● **What the exercise asks**
Transcribe all of the records precisely as they are presented.

● **Available data**

--*--

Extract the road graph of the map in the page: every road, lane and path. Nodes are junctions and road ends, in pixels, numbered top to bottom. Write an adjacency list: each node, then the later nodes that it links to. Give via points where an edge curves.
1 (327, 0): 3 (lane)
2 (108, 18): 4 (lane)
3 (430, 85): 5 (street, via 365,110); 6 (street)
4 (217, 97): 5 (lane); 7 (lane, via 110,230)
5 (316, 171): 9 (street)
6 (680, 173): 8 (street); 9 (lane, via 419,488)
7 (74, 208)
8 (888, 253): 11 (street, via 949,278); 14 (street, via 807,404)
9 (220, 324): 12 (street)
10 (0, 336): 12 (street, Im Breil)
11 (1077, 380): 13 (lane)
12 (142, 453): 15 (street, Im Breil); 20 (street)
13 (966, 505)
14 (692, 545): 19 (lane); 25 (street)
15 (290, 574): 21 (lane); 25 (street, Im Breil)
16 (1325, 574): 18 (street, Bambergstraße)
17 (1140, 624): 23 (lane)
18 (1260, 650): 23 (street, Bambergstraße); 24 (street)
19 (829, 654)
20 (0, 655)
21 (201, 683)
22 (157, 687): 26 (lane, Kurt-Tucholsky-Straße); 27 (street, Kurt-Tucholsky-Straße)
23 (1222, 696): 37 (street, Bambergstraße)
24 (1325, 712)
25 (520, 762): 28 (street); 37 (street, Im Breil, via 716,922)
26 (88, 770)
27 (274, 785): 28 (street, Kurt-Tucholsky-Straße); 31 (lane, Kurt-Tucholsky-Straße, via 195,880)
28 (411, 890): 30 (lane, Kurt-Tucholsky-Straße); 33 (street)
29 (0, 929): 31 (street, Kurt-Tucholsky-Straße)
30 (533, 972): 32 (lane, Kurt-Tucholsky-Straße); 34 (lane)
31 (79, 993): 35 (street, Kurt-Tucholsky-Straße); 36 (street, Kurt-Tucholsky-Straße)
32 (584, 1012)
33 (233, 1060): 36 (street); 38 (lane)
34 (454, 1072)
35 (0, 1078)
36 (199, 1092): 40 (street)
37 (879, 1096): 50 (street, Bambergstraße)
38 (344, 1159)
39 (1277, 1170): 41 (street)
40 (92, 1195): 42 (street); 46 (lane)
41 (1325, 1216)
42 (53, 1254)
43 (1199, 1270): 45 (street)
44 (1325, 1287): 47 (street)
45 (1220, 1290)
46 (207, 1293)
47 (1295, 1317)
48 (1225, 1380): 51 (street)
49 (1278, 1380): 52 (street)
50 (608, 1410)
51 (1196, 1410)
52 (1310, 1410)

--*--

● **Your solution**
Extract the road graph of the map in the page: every road, lane and path. Nodes are junctions and road ends, in pixels, numbered top to bottom. Write an adjacency list: each node, then the later nodes that it links to. Give via points where an edge curves.
1 (327, 0): 3 (lane)
2 (108, 18): 4 (lane)
3 (430, 85): 5 (street, via 365,110); 6 (street)
4 (217, 97): 5 (lane); 7 (lane, via 110,230)
5 (316, 171): 9 (street)
6 (680, 173): 8 (street); 9 (lane, via 419,488)
7 (74, 208)
8 (888, 253): 11 (street, via 949,278); 14 (street, via 807,404)
9 (220, 324): 12 (street)
10 (0, 336): 12 (street, Im Breil)
11 (1077, 380): 13 (lane)
12 (142, 453): 15 (street, Im Breil); 20 (street)
13 (966, 505)
14 (692, 545): 19 (lane); 25 (street)
15 (290, 574): 21 (lane); 25 (street, Im Breil)
16 (1325, 574): 18 (street, Bambergstraße)
17 (1140, 624): 23 (lane)
18 (1260, 650): 23 (street, Bambergstraße); 24 (street)
19 (829, 654)
20 (0, 655)
21 (201, 683)
22 (157, 687): 26 (lane, Kurt-Tucholsky-Straße); 27 (street, Kurt-Tucholsky-Straße)
23 (1222, 696): 37 (street, Bambergstraße)
24 (1325, 712)
25 (520, 762): 28 (street); 37 (street, Im Breil, via 716,922)
26 (88, 770)
27 (274, 785): 28 (street, Kurt-Tucholsky-Straße); 31 (lane, Kurt-Tucholsky-Straße, via 195,880)
28 (411, 890): 30 (lane, Kurt-Tucholsky-Straße); 33 (street)
29 (0, 929): 31 (street, Kurt-Tucholsky-Straße)
30 (533, 972): 32 (lane, Kurt-Tucholsky-Straße); 34 (lane)
31 (79, 993): 35 (street, Kurt-Tucholsky-Straße); 36 (street, Kurt-Tucholsky-Straße)
32 (584, 1012)
33 (233, 1060): 36 (street); 38 (lane)
34 (454, 1072)
35 (0, 1078)
36 (199, 1092): 40 (street)
37 (879, 1096): 50 (street, Bambergstraße)
38 (344, 1159)
39 (1277, 1170): 41 (street)
40 (92, 1195): 42 (street); 46 (lane)
41 (1325, 1216)
42 (53, 1254)
43 (1199, 1270): 45 (street)
44 (1325, 1287): 47 (street)
45 (1220, 1290)
46 (207, 1293)
47 (1295, 1317)
48 (1225, 1380): 51 (street)
49 (1278, 1380): 52 (street)
50 (608, 1410)
51 (1196, 1410)
52 (1310, 1410)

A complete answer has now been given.